Этот сюжет для скромного частного эпоса пропускается через мощную машину абстрагирования, состоящую их сетки базовых оппозиций: счастье-страдание, романтизм-карьеризм, жить-преуспеть, эститизм – политическая ангажированность, чувства- секс.

Никакой нюансировки, никаких переходов: или счастливы (heureux), или страдают (souffrent). Один бежит в Париж, чтобы «жить!», второй – чтобы «преуспеть». «Сентиметальное воспитание», редуцированное к элегантным essentials, принципиально лишенный психологического развития. Все эти категории следовало бы писать с большой буквы: Счастье, Любовь, Жизнь, Страдание, Судьба (Destin). Судьба играет особую роль, поскольку время от времени у всех главных героев бывают откровения: какое-то решение является им ни больше, ни меньше, как в grand éclair de lumiere (вспышка света) или rayon du soliel (луч солнца). Последний является как раз техницисту Анри, особым образом упав на фасад собора, в знак того, что сейчас – единственный момент, когда они с Жюлем могут совершить путешествие в Рим, поскольку дальше траектории их судеб разойдутся уже непоправимо особую роль.
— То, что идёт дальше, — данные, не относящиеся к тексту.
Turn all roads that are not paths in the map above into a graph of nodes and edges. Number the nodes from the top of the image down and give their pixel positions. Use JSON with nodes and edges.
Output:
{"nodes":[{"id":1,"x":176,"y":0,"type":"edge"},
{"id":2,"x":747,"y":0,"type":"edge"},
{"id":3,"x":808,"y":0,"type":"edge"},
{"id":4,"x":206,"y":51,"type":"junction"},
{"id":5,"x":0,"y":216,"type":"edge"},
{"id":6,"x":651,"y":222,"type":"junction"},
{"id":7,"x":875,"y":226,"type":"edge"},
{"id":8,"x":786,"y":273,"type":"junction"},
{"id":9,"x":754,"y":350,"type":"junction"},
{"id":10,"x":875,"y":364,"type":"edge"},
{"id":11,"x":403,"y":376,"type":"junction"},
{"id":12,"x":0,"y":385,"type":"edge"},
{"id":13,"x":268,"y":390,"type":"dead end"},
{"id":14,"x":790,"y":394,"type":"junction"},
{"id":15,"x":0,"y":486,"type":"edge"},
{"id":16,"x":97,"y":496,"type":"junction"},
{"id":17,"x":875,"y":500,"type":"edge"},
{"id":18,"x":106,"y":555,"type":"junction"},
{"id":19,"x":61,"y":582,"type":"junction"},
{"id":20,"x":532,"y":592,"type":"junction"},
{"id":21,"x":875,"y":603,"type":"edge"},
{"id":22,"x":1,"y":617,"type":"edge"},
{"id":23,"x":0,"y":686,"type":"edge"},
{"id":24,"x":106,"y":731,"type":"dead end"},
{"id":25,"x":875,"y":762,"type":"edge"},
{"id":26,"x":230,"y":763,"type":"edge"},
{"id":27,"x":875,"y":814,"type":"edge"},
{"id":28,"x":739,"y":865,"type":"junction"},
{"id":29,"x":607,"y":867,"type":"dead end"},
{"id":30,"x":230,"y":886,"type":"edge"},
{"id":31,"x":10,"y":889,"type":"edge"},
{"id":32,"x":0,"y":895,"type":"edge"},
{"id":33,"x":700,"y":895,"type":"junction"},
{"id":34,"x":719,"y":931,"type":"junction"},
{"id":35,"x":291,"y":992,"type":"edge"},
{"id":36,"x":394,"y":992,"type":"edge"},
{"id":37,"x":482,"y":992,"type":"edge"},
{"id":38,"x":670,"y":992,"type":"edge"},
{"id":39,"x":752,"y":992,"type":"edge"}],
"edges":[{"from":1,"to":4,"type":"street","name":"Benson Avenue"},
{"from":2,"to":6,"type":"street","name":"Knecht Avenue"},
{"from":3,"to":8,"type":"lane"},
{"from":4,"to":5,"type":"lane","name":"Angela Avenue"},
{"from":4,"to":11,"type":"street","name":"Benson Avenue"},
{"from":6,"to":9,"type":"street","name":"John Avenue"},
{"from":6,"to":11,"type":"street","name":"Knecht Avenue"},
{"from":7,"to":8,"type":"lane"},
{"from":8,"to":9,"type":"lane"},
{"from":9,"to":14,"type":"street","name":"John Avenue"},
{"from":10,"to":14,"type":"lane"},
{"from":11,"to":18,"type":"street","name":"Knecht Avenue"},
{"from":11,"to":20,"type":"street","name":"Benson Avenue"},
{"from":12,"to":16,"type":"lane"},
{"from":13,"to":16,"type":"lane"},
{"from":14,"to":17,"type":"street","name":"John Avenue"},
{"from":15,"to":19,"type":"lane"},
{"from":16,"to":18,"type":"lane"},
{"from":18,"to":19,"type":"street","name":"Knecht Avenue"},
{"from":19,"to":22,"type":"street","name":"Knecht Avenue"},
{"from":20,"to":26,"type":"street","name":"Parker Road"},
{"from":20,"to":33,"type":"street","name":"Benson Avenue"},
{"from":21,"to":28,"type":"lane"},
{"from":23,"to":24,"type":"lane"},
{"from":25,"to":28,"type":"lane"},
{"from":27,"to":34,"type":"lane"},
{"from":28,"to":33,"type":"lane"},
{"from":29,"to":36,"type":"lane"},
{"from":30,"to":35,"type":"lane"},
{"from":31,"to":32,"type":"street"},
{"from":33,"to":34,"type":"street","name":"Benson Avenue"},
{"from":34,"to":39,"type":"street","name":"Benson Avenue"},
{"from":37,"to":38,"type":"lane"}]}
Eugene Green – образцовый французский режиссер, хотя и эмигрировавший во Францию американец. Характерное для его стиля «абстрагирование», эссенцианализм, воспринятый от Брессона, можно привязать к некоторым особенностям французского языка. Оговорюсь, что фильмы Грина – это, конечно, особый плезир для франкофона, в переводе в них много что теряется, или кажется немотивировано претенциозным. Упомянутая тенденция французского языка заключается в «стремлении употреблять слово общего значения там, где вполне можно было бы использовать слово с более узким, конкретным значением» (В.Г. Гак, «Беседы о французском слове»). Т.е. там, где, немецкий, например, станет выбирать между legen, stellen, setzen, hangen у французов есть нейтрально-универсальное mettre на все случаи жизни (пример Ш. Балли). Это связано и со слабым развитием аффексальных средств, и с живучестью в литературном французском классицистических установок на предпочтительное употребление общих слов. Кажется, что N’employez que des mots generaux («Используйте только общие слова»), Буало завещал непосредственно Юджину Грину. Грин снимает «класть, ставить, вешать» как то самое нейтральное универсальное mettre, минимизировав, казалось бы, неизбежную для кино конкретизацию и детализацию.


Подобное абстрагирование преломляется в характерном сюжетном мотиве: усиление дистанцирования персонажей. Чем дальше, тем более дистанцированными и опосредованными становятся их контакты. После запоздалого переезда Жюля в Париж они с Анри не начинают видеться чаще и продолжают общаться по переписке. Отправившись в Лондон, Жюль, также не предпринимает шагов к личной встрече с находящимся там Анри, довольствуясь сознанием того, что они ходят по одному городу. Точно также, как бродят по Парижу, не узнанные друг другом, Жюль и Эмили. Эмили отказывает Жюлю в личной встрече и отвергает предложение стать отцом ее будущего ребенка, настаивая на том, что полюбили и любят друг друга их души, а не незнакомые друг с другом тела. В конце концов между Эмили и Жюлем происходит медиированное соитие. После нескольких лет одинокой целомудренной жизни на ферме Эмили отдается беглому каторжнику с христовыми ранами на руках, потому что того зовут Жюль.